Creencias gauchas sobre el puma y el lobisón
Las artes del puma
El puma, o león americano, abundaba en todas las regiones de nuestro campo antiguo. Los montes y los pajonales le ofrecían el más seguro de los refugios.
Animal de una agilidad pasmosa, es tan silencioso en sus movimientos, que puede realizar la difícil empresa de sorprender y matar al avestruz mientras está en el nido.
Inspiraba gran temor, no por su bravura —el puma sólo ataca al hombre en casos extremos: hambriento o acosado—sino por la mortandad de hacienda que ocasionaba, en particular de ovejas, que le gustan por mansas y carnudas.

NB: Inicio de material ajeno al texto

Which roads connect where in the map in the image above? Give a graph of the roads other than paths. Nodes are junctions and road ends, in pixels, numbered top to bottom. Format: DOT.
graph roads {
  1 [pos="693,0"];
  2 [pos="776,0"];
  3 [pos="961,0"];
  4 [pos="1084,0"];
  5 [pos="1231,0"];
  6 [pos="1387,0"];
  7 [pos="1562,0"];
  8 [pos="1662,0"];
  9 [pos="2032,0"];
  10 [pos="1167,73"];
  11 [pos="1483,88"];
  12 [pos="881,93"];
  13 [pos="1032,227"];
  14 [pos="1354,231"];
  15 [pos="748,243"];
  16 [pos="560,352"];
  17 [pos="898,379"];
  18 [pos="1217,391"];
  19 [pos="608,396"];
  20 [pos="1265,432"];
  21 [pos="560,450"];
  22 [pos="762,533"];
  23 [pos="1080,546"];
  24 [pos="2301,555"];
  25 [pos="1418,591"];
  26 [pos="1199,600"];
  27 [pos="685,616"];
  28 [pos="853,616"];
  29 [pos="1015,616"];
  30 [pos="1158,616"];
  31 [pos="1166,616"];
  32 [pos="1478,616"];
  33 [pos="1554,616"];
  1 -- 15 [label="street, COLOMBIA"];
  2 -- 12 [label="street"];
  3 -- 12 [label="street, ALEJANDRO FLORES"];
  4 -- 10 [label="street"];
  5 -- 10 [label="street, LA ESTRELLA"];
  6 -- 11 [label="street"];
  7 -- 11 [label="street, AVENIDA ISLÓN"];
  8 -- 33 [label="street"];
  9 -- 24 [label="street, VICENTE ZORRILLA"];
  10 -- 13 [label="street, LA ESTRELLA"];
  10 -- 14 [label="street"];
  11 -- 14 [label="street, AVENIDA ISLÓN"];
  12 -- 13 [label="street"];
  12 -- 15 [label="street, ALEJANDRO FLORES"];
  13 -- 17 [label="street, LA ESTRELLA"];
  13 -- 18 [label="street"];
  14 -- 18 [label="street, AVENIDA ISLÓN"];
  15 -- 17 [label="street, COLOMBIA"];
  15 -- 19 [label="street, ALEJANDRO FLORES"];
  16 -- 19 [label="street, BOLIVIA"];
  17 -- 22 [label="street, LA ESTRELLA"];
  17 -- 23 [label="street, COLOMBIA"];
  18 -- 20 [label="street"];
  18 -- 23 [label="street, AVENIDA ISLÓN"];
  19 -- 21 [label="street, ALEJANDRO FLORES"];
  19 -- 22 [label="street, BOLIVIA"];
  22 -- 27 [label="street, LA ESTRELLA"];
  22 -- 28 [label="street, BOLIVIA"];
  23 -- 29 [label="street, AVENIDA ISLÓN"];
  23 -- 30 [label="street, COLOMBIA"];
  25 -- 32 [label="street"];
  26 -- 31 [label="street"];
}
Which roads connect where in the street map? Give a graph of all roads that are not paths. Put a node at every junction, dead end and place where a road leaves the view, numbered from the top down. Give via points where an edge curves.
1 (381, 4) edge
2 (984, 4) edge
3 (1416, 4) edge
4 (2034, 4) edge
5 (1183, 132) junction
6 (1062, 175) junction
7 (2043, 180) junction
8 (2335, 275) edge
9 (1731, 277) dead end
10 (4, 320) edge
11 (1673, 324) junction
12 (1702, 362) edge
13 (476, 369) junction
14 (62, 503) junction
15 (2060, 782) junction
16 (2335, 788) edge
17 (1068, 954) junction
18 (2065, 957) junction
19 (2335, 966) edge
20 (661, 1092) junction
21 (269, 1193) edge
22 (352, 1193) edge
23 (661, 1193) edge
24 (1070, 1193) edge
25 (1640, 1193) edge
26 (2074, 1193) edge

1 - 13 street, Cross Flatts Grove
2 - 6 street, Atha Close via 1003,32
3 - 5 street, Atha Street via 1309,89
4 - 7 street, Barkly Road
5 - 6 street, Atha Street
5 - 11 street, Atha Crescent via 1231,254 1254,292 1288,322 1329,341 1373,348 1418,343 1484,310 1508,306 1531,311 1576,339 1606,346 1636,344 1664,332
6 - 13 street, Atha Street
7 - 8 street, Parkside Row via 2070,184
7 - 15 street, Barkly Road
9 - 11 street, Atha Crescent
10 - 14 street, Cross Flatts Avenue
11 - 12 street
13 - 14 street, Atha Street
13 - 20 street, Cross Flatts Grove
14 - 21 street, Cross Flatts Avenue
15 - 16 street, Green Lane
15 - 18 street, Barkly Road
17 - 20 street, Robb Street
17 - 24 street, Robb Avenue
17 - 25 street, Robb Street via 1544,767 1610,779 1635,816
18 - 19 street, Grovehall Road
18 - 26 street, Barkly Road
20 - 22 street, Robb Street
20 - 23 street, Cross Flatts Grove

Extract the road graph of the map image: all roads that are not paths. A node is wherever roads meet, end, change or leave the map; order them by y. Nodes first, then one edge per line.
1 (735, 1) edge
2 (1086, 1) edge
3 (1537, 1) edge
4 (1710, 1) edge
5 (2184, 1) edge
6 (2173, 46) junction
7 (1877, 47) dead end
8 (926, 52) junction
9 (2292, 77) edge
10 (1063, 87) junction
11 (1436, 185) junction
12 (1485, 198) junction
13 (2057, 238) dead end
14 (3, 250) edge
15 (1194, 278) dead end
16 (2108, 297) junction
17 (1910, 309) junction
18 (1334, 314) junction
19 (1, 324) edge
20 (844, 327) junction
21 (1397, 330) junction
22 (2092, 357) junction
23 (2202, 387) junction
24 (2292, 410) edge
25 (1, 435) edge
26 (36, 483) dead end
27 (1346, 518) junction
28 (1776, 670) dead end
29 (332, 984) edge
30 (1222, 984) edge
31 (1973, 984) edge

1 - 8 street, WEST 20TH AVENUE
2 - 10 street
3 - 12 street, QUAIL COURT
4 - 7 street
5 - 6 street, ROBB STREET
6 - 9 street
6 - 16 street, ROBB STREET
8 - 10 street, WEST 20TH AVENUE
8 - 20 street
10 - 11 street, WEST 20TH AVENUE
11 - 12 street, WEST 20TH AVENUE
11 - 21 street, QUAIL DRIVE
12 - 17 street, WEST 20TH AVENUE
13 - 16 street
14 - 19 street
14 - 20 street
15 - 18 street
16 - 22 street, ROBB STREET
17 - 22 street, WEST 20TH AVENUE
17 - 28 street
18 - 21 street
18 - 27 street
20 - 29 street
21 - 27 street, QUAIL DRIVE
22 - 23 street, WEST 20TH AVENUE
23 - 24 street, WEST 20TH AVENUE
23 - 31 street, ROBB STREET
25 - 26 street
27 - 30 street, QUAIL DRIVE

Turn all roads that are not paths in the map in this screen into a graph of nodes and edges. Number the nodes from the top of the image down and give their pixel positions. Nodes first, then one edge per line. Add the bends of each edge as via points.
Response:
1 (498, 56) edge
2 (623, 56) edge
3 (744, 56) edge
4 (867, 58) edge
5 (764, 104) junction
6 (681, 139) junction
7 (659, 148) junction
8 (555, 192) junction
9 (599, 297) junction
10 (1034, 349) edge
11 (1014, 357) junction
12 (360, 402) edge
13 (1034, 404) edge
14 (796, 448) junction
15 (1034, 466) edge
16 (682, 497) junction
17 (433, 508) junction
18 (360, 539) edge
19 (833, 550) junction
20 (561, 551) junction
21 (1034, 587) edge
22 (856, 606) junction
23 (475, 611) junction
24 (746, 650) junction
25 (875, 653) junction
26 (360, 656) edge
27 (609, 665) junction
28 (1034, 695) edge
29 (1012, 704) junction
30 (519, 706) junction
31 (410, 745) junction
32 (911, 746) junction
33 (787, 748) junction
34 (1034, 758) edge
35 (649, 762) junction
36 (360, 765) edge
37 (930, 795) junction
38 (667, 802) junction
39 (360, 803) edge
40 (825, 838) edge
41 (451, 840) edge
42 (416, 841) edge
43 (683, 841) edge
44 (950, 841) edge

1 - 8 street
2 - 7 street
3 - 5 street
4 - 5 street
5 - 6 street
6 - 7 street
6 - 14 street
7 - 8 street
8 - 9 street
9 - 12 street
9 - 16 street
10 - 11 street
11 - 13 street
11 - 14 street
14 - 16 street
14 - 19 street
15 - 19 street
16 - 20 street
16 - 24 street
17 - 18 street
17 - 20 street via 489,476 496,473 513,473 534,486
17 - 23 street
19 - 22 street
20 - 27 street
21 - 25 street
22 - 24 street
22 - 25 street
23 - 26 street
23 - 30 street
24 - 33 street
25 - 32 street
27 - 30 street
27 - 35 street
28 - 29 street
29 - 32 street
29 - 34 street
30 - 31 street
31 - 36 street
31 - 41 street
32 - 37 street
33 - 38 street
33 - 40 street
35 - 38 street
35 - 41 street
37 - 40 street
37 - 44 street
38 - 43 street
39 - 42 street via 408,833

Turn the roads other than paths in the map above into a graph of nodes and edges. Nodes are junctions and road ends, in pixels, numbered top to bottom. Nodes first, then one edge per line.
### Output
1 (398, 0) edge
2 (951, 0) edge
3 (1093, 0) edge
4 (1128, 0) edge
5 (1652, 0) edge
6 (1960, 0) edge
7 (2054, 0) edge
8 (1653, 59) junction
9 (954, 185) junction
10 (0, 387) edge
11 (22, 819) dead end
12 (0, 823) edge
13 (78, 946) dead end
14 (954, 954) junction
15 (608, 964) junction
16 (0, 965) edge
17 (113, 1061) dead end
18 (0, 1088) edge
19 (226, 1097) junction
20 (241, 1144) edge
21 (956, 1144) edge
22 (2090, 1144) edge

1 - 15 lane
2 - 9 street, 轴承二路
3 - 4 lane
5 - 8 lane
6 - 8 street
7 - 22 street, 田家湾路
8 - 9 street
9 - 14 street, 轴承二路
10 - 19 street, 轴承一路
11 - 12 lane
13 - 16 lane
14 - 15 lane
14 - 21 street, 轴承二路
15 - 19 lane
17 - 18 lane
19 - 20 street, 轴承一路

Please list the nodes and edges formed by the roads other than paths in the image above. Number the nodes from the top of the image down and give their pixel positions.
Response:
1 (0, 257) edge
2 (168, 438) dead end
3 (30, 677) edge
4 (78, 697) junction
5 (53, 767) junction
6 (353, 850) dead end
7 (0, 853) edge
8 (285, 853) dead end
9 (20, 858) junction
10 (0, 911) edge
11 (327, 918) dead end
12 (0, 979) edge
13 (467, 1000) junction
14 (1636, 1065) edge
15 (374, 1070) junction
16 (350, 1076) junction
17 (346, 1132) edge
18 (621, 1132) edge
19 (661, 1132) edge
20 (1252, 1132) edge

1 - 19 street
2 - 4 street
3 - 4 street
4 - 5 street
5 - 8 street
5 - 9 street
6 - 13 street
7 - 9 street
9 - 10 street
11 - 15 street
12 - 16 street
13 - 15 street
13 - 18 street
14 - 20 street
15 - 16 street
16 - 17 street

Y afirmaba la gente, con esa credulidad característica de entonces, que “el Lión” era poseedor de un arte especial que no tenían los demás animales: el arte de imitar, a la perfección, el relincho del potrillo, el balido de la oveja, el arrullo de la paloma y otra serie de voces, hasta el llanto de un niño.
Con semejante habilidad, le resultaba fácil engañar y atraer la presa que elegía para banquetearse.
Aunque todavía quedan pumas en muchos lugares, nadie logró, jamás, comprobar la veracidad de esta creencia que, como tantas otras, no pasa de ser una simple fantasía.
El Lobisón
El gaucho creía en la existencia de seres humanos que, por diversas causas, podían transformarse en animales y retomar, luego, su forma primitiva.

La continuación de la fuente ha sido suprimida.